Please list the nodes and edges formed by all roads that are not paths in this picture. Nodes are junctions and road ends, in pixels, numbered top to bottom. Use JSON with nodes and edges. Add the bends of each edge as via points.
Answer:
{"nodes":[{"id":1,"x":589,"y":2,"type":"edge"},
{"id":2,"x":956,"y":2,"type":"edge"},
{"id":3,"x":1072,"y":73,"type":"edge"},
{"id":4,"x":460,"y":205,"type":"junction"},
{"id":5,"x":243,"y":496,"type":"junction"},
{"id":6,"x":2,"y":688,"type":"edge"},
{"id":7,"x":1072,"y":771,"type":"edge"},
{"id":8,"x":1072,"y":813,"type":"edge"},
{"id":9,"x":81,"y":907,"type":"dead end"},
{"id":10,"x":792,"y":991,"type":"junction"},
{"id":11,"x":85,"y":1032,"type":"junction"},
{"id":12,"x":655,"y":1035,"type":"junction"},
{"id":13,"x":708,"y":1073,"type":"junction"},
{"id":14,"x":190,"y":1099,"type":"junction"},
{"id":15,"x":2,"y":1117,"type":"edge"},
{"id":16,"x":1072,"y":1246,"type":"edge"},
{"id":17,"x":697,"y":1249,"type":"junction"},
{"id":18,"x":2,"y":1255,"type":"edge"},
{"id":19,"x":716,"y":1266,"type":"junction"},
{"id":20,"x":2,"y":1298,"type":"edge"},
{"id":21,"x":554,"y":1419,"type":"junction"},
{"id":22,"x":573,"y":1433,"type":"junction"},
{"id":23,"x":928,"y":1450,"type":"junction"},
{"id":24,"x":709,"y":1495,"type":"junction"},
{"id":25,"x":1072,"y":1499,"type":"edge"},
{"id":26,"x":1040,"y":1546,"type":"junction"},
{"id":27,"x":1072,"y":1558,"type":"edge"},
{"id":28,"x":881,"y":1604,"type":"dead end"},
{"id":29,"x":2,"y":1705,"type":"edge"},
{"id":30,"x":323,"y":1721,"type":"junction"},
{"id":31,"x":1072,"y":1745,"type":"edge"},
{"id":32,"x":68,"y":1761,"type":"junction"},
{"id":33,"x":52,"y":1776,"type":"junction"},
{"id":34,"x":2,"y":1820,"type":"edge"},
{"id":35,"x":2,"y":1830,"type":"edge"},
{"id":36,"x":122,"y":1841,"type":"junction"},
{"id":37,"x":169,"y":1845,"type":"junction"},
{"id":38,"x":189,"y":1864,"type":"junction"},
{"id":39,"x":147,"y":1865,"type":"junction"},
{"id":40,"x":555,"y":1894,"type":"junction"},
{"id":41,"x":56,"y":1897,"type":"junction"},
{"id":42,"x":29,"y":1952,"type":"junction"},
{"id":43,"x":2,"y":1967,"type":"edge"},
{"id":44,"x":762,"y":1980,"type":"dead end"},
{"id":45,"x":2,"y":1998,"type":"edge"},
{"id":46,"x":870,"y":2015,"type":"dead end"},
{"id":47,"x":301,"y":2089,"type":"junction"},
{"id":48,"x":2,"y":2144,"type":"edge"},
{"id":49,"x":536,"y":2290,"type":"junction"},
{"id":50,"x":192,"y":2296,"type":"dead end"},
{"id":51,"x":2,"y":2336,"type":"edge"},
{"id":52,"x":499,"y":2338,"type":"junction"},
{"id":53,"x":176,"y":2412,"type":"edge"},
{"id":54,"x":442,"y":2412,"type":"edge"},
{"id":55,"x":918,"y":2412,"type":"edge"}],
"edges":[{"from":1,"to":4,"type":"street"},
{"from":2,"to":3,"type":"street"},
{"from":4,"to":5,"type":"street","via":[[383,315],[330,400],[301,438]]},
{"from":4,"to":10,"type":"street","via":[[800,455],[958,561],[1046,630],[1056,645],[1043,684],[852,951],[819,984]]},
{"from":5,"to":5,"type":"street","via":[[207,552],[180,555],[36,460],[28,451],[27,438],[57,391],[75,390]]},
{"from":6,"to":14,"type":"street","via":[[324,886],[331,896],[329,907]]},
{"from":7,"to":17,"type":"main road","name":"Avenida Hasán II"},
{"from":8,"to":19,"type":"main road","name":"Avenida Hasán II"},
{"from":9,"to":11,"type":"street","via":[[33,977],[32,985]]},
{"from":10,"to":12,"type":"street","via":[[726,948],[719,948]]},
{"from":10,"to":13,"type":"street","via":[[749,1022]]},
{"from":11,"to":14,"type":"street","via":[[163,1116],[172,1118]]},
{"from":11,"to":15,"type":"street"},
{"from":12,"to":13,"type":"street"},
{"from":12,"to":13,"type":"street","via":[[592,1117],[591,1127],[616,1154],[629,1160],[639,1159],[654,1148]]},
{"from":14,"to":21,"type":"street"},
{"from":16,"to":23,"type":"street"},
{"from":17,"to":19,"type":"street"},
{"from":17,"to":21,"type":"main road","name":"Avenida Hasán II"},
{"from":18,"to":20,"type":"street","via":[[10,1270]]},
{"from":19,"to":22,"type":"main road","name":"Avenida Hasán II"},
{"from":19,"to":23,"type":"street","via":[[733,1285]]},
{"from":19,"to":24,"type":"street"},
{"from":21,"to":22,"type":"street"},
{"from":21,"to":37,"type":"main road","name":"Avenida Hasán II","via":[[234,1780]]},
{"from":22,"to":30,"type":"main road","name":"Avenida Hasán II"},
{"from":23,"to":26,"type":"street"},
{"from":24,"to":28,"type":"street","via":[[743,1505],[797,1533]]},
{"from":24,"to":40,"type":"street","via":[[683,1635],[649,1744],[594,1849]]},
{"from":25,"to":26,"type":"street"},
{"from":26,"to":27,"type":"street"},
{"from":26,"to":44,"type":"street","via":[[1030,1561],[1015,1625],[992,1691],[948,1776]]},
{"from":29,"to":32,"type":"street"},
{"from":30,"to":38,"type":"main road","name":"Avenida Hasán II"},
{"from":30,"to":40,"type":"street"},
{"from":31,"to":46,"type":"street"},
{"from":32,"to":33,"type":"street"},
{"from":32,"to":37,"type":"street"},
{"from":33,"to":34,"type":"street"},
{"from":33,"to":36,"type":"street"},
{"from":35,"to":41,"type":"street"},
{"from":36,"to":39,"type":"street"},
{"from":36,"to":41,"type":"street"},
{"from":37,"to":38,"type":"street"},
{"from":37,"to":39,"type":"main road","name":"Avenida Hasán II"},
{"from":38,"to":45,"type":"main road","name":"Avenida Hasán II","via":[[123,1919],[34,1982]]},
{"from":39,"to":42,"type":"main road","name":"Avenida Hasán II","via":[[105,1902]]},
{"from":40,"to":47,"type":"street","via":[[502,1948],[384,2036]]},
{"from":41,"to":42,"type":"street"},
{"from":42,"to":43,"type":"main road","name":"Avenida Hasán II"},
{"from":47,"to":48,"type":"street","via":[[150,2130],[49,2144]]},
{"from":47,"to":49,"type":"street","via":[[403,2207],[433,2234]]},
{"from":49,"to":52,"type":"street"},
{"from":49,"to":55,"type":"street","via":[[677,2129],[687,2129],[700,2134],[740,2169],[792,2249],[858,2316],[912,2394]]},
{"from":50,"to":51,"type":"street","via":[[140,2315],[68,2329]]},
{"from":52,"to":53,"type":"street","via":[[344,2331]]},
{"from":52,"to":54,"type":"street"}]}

--- --- ---

### Work instructions
Above are the records; report how many of their lines hold the string "dead", with no other words.

### Answer section
5